- _What the exercise asks_: Even if the data beneath seems repetitive, write it all out again exactly.

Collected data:
++++++++

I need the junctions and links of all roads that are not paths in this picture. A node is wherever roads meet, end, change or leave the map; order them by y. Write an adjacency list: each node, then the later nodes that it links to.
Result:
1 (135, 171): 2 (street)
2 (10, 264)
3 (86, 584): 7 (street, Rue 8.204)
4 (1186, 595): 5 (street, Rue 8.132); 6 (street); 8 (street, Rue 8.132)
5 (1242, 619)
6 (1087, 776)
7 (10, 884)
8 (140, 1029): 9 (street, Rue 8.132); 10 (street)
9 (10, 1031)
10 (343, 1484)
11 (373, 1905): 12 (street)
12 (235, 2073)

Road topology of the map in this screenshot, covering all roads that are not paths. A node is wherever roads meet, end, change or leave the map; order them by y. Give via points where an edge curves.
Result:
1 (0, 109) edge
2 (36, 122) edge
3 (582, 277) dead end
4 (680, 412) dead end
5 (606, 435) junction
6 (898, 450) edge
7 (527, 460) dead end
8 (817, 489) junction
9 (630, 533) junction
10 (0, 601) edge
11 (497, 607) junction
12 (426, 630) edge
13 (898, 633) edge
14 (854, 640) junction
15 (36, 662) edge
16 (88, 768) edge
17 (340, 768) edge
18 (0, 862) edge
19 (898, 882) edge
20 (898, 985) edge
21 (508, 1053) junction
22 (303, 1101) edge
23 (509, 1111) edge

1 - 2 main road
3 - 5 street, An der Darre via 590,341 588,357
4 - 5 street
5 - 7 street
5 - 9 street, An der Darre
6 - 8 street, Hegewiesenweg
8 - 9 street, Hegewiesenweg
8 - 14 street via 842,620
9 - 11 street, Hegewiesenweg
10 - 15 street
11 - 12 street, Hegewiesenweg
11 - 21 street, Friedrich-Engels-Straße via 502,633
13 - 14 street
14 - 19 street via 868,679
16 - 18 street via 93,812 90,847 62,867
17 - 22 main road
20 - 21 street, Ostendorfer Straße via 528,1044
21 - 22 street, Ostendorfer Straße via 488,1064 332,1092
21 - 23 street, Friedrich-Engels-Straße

++++++++

- _Exercise output_:
I need the junctions and links of all roads that are not paths in this picture. A node is wherever roads meet, end, change or leave the map; order them by y. Write an adjacency list: each node, then the later nodes that it links to.
Result:
1 (135, 171): 2 (street)
2 (10, 264)
3 (86, 584): 7 (street, Rue 8.204)
4 (1186, 595): 5 (street, Rue 8.132); 6 (street); 8 (street, Rue 8.132)
5 (1242, 619)
6 (1087, 776)
7 (10, 884)
8 (140, 1029): 9 (street, Rue 8.132); 10 (street)
9 (10, 1031)
10 (343, 1484)
11 (373, 1905): 12 (street)
12 (235, 2073)

Road topology of the map in this screenshot, covering all roads that are not paths. A node is wherever roads meet, end, change or leave the map; order them by y. Give via points where an edge curves.
Result:
1 (0, 109) edge
2 (36, 122) edge
3 (582, 277) dead end
4 (680, 412) dead end
5 (606, 435) junction
6 (898, 450) edge
7 (527, 460) dead end
8 (817, 489) junction
9 (630, 533) junction
10 (0, 601) edge
11 (497, 607) junction
12 (426, 630) edge
13 (898, 633) edge
14 (854, 640) junction
15 (36, 662) edge
16 (88, 768) edge
17 (340, 768) edge
18 (0, 862) edge
19 (898, 882) edge
20 (898, 985) edge
21 (508, 1053) junction
22 (303, 1101) edge
23 (509, 1111) edge

1 - 2 main road
3 - 5 street, An der Darre via 590,341 588,357
4 - 5 street
5 - 7 street
5 - 9 street, An der Darre
6 - 8 street, Hegewiesenweg
8 - 9 street, Hegewiesenweg
8 - 14 street via 842,620
9 - 11 street, Hegewiesenweg
10 - 15 street
11 - 12 street, Hegewiesenweg
11 - 21 street, Friedrich-Engels-Straße via 502,633
13 - 14 street
14 - 19 street via 868,679
16 - 18 street via 93,812 90,847 62,867
17 - 22 main road
20 - 21 street, Ostendorfer Straße via 528,1044
21 - 22 street, Ostendorfer Straße via 488,1064 332,1092
21 - 23 street, Friedrich-Engels-Straße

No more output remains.